This is my first post as a budding wannabe astromoner. I bought a Bresser 90/900 refractor telescope with a EQ mount. I was playing around with it last night but just need some advice on how I set it up correctly so that I can find objects by using co-ordinates. This is what ive done so far:-

1: - I have balanced the scope

2:- I have locked the base down so that I cannot swivel the mount around.

3: Ensured the tripod is on level ground

4:- I then turn the tripod so that it is facing North, then raise the latitude to 54 degrees to find the North Star, then lock it

I now have Polaris in my sights.

This is where the confusion begins. Im of the understanding that I now have to find a star nearby and try to locate it by only moving Dec and R/A, so im going to track one of the stars in Ursa Major as its the nearest star to Polaris (Dubhe)

What im confused about is what settings to place Dec and R/A once ive moved the telescope on these 2 axis to find Dubhe. Dubhe is shown as 50 Dec and 11hr R/A.

On Dec there is a dial going from 1-9 then back down to 1 (i think). I take it this is repeated 4 times around the dial to give 360 degrees?? So if I had the Dec set at 9 when pointing to the Polaris star, do I just move the dial either clockwise or anticlockwise until it lands on one of the 5's?? Im moving the tube clockwise to get from Polaris to Dubhe.
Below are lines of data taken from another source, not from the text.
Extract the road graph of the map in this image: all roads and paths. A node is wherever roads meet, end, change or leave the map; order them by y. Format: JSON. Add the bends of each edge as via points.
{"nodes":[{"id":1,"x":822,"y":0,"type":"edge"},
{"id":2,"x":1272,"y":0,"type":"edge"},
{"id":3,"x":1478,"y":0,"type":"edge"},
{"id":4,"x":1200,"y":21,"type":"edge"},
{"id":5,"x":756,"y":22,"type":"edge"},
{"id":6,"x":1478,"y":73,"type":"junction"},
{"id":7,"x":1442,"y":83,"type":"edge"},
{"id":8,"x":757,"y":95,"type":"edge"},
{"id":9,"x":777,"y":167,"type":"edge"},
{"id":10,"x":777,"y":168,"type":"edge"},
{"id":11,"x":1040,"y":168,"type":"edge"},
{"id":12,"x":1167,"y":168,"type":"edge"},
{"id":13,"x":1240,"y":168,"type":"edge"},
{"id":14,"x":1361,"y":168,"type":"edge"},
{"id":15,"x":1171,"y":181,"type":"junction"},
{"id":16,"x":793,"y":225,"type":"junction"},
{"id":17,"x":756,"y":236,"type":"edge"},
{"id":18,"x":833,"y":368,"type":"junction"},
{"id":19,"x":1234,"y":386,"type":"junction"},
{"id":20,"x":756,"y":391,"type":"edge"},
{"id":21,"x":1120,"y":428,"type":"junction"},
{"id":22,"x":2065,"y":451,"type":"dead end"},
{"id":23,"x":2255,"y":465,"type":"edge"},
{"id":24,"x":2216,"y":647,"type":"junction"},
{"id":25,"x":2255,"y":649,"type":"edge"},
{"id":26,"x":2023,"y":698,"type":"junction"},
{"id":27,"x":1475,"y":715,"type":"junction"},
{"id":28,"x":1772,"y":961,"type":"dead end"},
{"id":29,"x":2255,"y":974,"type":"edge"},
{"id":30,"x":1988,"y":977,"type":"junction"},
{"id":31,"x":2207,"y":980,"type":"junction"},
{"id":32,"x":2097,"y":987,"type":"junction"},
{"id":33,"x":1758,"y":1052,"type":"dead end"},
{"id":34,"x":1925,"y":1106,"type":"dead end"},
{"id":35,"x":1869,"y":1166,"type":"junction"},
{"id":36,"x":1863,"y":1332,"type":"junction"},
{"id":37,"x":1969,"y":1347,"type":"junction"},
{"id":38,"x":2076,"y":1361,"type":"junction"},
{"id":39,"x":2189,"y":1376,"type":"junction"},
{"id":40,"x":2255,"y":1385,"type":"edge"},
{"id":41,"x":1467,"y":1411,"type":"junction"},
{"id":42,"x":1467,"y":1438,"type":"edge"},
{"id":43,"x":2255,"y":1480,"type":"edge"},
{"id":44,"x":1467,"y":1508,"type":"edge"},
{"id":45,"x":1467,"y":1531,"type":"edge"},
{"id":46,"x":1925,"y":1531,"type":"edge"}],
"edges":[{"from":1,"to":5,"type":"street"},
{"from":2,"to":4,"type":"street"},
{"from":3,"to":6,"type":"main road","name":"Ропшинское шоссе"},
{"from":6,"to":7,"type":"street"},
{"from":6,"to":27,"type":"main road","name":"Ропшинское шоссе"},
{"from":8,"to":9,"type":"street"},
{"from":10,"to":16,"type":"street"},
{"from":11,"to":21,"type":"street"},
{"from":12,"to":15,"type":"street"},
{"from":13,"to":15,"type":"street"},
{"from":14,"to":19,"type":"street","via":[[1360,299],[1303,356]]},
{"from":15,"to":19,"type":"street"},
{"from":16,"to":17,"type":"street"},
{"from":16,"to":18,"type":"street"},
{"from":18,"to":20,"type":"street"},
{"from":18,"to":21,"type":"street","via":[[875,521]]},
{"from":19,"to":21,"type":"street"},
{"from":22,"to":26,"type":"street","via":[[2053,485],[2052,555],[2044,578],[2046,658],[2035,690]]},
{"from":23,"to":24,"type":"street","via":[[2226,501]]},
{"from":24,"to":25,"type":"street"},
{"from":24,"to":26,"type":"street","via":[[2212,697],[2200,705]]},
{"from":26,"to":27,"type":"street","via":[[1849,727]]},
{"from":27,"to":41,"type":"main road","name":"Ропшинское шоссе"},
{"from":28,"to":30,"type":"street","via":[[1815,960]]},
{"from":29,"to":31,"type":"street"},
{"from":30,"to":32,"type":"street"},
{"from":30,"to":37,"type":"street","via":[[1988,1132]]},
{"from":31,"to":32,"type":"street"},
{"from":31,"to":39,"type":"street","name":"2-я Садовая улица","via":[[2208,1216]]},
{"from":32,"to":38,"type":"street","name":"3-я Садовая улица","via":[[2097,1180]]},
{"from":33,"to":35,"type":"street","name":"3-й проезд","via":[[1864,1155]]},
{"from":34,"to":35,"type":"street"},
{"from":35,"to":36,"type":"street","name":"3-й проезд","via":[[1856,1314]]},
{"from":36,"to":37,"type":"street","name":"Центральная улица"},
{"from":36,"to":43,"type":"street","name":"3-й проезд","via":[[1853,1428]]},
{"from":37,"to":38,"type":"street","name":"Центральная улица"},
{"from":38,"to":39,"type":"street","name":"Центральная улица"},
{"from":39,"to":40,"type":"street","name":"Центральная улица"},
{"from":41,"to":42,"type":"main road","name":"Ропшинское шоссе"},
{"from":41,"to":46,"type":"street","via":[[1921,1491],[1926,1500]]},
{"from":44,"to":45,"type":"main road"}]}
Reference the R/A setting, my dial goes from 0-23 but ive noticed above the number are another set of number in reverse So how do I set this to the 11th hour? Do I just spin it clockwise until I find No. 11, and which set of numbers do I use? The top row or bottom row?

Thanks in advance

Andy

ps... Great site!!

Once this is achieved, am I all set up for finding objects via co-ordinates??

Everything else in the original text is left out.